Die Sofas machten sich hervorragend und verliehen den Räumen eine neue Behaglichkeit. Bald erinnerte nur noch der säuerliche Geruch des in Mengen ausgelaufenen Weines, der trotz aller Säuberungsmaßnahmen immer noch in der Luft lag, an die überstandene Attacke.

Tatsächlich schaffte es das Labor, Teile der Onlinefahrkarte zu identifizieren, sodass der Käufer tatsächlich ermittelt werden konnte.

Niemand war überraschter als der türkische Gastwirt Akif Aslan, als der junge Kommissar Sebastian Breuer plötzlich vor ihm stand und ihn bat, ihm aufs Präsidium zu folgen.

Breuer hatte schon mit der Befragung begonnen, als sein Chef den Raum betrat und ihm mit einem Nicken bedeutete, fortzufahren.

»Ich weiß nicht, was Sie wollen. Ist es jetzt verboten, sich eine Fahrkarte zu kaufen? Letzte Woche hat meine Nichte in Mainz geheiratet. Das war ein großes Familienfest, verstehen Sie? Und jetzt haben Sie angeblich meine alte Zugkarte irgendwo gefunden, wo jemand die Möbel aufgeschlitzt hat? Kann ja wieder nur ein Türke gewesen sein, was? Das ist ja immer am einfachsten für euch.« Er schüttelte wütend den Kopf. »Außerdem habe ich meine Fahrkarte aufgehoben, sie muss noch bei mir im Büro liegen.«

»Das ist ja leicht zu überprüfen, Herr Aslan«, schaltete Jan sich betont höflich ein. Wir fahren einfach zu Ihnen und schauen nach.«

»Gut, dann machen wir das am besten sofort.« Akif Aslan erhob sich.

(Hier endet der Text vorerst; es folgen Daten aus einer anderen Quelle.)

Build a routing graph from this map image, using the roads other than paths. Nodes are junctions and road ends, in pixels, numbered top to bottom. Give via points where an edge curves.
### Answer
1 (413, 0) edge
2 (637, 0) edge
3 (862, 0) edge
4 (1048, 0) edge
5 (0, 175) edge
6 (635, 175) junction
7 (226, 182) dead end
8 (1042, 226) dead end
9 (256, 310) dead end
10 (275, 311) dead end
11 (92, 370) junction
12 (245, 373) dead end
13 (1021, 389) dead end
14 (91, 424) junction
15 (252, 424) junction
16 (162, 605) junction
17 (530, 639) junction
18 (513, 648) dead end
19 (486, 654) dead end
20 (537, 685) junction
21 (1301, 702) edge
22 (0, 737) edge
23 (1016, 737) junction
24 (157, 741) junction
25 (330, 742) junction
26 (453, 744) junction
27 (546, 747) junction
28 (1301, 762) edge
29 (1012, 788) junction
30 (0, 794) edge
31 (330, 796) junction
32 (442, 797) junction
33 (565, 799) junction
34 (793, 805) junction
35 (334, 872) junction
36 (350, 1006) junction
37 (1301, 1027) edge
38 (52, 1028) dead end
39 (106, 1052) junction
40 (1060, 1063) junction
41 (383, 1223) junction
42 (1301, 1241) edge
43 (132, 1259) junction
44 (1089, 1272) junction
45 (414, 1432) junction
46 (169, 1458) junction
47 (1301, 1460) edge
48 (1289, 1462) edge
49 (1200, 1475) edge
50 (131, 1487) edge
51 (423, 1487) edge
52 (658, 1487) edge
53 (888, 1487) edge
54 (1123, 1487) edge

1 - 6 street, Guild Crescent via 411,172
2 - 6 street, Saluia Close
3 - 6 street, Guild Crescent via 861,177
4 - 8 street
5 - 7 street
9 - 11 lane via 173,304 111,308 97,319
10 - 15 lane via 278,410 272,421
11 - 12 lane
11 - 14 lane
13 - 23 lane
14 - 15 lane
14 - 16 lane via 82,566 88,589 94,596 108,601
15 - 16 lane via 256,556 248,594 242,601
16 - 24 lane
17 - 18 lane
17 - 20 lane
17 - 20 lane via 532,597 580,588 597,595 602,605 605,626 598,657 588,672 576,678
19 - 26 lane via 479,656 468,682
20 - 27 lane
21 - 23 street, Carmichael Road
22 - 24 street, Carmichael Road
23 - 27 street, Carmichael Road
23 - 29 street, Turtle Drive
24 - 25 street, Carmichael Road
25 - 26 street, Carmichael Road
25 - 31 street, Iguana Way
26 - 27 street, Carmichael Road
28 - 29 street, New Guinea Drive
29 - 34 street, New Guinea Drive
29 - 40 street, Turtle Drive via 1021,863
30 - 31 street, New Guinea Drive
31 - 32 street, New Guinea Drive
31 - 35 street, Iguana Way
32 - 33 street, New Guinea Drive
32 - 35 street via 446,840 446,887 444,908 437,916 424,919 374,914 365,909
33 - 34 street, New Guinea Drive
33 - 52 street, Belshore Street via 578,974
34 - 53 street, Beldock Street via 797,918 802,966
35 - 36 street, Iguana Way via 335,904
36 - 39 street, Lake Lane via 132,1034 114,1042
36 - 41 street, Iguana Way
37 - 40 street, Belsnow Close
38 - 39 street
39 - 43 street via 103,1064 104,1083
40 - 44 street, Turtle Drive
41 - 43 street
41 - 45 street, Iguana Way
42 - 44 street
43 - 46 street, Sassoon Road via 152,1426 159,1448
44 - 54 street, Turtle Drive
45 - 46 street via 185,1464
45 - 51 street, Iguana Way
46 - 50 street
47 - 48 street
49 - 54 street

Jan hatte noch nie ein so aufgeräumtes Büro gesehen. Auf seinem eigenen Schreibtisch stapelten sich die Papiere, und obwohl er in diesem Durcheinander eine ganz eigene Ordnung besaß, sah es ziemlich chaotisch aus. Hier aber lagen nur wenige Zettel akkurat aufeinandergelegt auf der linken hinteren Ecke des Schreibtisches, daneben stand ein neuer PC und an der Wand hingen großformatige Landschaftsbilder, die Meer-, Strand- und Stadtimpressionen aus der Türkei zeigten. In seinen eigenen vier Wänden nahm Aslan sofort eine ruhige, selbstbewusste Haltung ein und bat seine beiden »Gäste«, doch ein Glas Tee mit ihm zu trinken. Nachdem sie in angemessener Zeit ihre Gläser – der Tee war köstlich – geleert hatten, stand Akif Aslan auf, um aus der Schublade seines Schreibtisches das geforderte Onlineticket zu holen. Aber dort war es nicht. Er rief nach seiner Frau und fragte sie, ob sie das Blatt weggeworfen habe, worauf sie wortreich und entrüstet antwortete, dass er doch wisse, dass sie seinen Schreibtisch niemals anrühre. Ihrem Mann wich daraufhin alle Farbe aus dem Gesicht. Er ließ sich auf einen Stuhl fallen und starrte auf die geöffnete Schublade.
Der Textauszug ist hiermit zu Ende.